Porque en este caso los innovadores ( como Novoa) serían los que defienden la
recuperación de una clase de medicina libre de la mediatización tecnológica,
lejana paradójicamente a la adopción inmediata de cualquier “innovación”. Y los
“laggards” no serían los que se oponen a la adpción de cualquier novedad (
diagnóstica, terapéutica, tecnológica en definitiva) sino más bien al
contrario, los que precisamente se sitúan como los primeros que abrazan
cualquier nuevo “gadget”.
Quizá
la clave de la cuestión está una vez más en los adoptadores precoces, los
líderes de opinión de nuestra profesión. Y ahí es donde está la clave de la cuestión.
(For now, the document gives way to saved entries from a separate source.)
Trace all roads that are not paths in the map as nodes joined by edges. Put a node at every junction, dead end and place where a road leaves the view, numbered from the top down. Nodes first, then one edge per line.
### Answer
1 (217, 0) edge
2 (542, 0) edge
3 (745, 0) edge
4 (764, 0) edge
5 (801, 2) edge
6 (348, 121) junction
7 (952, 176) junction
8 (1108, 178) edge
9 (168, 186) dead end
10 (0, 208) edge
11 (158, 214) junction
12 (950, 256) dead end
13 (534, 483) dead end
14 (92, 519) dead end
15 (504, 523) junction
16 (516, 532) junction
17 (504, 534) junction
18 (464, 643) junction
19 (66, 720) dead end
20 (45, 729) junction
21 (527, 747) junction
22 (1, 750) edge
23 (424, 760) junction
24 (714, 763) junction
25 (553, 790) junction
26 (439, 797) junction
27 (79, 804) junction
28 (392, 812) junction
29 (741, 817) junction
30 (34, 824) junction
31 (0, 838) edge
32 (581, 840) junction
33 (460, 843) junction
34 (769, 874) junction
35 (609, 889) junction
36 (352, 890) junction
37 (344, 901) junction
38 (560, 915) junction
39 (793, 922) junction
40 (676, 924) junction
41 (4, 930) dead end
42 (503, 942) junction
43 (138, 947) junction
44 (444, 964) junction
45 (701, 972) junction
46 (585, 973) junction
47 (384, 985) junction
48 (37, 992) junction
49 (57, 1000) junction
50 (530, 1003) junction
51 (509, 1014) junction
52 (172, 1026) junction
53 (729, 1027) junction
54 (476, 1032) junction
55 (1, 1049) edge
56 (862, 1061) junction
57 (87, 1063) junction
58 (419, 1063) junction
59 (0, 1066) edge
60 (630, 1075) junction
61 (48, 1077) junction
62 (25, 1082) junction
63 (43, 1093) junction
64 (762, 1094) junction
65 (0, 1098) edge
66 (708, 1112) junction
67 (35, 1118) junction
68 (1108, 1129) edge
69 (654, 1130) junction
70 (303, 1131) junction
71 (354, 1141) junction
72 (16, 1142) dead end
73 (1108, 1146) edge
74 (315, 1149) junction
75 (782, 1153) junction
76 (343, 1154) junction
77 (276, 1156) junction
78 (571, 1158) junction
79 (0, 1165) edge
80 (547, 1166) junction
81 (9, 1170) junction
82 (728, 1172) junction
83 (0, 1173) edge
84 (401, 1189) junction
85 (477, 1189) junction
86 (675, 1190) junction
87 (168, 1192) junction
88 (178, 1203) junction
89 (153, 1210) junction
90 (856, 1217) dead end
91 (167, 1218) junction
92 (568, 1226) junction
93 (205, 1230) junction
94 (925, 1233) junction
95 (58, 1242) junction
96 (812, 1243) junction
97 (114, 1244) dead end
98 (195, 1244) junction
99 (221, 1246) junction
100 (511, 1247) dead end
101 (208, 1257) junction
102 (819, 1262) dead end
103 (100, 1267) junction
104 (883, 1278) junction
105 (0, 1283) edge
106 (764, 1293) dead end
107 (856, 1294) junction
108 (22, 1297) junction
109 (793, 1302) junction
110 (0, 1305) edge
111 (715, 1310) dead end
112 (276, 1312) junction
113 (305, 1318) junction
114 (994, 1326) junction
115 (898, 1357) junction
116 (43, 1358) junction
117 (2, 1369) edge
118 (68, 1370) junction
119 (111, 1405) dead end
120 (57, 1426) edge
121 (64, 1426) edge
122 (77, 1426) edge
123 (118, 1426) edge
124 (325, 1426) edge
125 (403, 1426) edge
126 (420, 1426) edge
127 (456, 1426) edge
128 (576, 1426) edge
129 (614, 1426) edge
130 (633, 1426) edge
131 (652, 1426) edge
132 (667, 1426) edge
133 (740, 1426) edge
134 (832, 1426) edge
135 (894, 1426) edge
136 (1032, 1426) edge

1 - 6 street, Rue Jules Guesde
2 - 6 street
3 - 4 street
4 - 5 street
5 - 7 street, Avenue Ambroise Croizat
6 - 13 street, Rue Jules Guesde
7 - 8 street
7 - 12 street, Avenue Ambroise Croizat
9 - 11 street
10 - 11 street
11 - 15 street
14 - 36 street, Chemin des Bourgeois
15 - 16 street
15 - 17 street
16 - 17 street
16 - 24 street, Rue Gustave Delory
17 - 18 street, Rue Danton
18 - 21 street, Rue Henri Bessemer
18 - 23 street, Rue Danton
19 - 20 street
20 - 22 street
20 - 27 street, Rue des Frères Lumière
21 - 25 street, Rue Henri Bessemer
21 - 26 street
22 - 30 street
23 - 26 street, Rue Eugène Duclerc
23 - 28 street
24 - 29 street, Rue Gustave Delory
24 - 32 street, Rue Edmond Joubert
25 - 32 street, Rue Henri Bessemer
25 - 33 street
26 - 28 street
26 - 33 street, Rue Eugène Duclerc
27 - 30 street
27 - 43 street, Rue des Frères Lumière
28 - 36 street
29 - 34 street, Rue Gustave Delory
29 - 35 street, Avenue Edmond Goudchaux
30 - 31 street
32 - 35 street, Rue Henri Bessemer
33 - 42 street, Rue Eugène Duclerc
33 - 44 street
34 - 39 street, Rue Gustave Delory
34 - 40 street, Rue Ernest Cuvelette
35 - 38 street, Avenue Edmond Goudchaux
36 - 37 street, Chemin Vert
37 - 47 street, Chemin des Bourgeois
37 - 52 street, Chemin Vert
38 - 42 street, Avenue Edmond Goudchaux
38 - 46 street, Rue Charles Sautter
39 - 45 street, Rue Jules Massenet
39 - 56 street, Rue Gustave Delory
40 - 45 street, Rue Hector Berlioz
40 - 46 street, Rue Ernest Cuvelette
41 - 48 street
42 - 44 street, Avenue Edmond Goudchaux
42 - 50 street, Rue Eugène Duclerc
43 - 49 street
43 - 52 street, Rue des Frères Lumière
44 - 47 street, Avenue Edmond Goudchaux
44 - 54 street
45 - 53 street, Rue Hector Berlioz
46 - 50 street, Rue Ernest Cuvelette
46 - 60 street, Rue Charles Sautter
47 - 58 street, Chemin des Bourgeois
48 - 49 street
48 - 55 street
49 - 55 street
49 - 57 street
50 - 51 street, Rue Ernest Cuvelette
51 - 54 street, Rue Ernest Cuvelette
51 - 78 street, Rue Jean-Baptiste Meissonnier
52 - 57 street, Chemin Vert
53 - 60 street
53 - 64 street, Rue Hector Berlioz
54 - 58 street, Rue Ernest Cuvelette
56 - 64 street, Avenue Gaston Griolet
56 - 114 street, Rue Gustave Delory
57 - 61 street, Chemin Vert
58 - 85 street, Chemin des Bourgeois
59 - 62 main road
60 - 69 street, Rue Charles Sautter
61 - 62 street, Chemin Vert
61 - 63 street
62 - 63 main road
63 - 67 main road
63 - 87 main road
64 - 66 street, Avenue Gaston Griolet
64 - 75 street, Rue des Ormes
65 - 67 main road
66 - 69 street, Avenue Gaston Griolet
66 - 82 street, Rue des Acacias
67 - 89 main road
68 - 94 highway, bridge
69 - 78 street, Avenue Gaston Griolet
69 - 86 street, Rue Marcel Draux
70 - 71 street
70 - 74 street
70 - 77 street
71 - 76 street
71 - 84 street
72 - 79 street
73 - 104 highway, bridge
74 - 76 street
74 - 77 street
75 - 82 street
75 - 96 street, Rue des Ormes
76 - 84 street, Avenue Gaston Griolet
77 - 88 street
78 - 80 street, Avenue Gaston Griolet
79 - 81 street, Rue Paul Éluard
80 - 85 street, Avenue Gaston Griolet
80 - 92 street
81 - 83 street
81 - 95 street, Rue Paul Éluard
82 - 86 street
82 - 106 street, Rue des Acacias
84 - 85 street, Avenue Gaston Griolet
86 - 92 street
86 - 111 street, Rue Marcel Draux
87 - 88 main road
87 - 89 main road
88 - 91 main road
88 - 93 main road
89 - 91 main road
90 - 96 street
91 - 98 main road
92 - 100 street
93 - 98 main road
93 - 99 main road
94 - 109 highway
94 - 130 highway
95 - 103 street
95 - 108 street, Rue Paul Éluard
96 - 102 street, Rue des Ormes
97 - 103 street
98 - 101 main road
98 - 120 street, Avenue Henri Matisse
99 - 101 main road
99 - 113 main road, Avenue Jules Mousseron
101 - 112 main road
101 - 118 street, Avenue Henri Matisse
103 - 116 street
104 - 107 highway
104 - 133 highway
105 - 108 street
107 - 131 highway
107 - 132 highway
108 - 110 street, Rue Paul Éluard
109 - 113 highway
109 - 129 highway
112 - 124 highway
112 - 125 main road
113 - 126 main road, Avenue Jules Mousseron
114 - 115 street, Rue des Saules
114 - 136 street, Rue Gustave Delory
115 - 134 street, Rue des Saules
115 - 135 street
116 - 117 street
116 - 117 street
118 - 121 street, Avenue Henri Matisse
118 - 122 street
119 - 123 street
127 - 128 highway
Muchos de los líderes de opinión de la medicina familiar y la Atención
Primaria sufren una curiosa forma de síndrome de Estocolmo consistente en
pretender diferenciarse de los especialistas de hospital mimetizando su comportamiento:
la contaminación por el enfoque centrado en enfermedades y no en enfermos, por
exigir permanentemente el acceso a la última tecnología como medio de mejorar
su capacidad de resolución, o de prescribir los fármacos de última generación (
para no ser menos que sus colegas hospitalarios) son mayoritarias entre los que
determinan, con su comportamiento y opinión, lo que luego aplican las dos
mayorías, la precoz y la tardía.
La medicina
de familia podría encontrar parte de su lugar perdido convirtiéndose en la
punta de lanza de una innovación paradójica: una innovación “anti-innovativa”,
la de controlar la aplicación desmedida de ésta.
Por eso
la respuesta es, en definitiva, la que decía Abel: dependerá de la victoria o
derrota de profesionales reflexivos.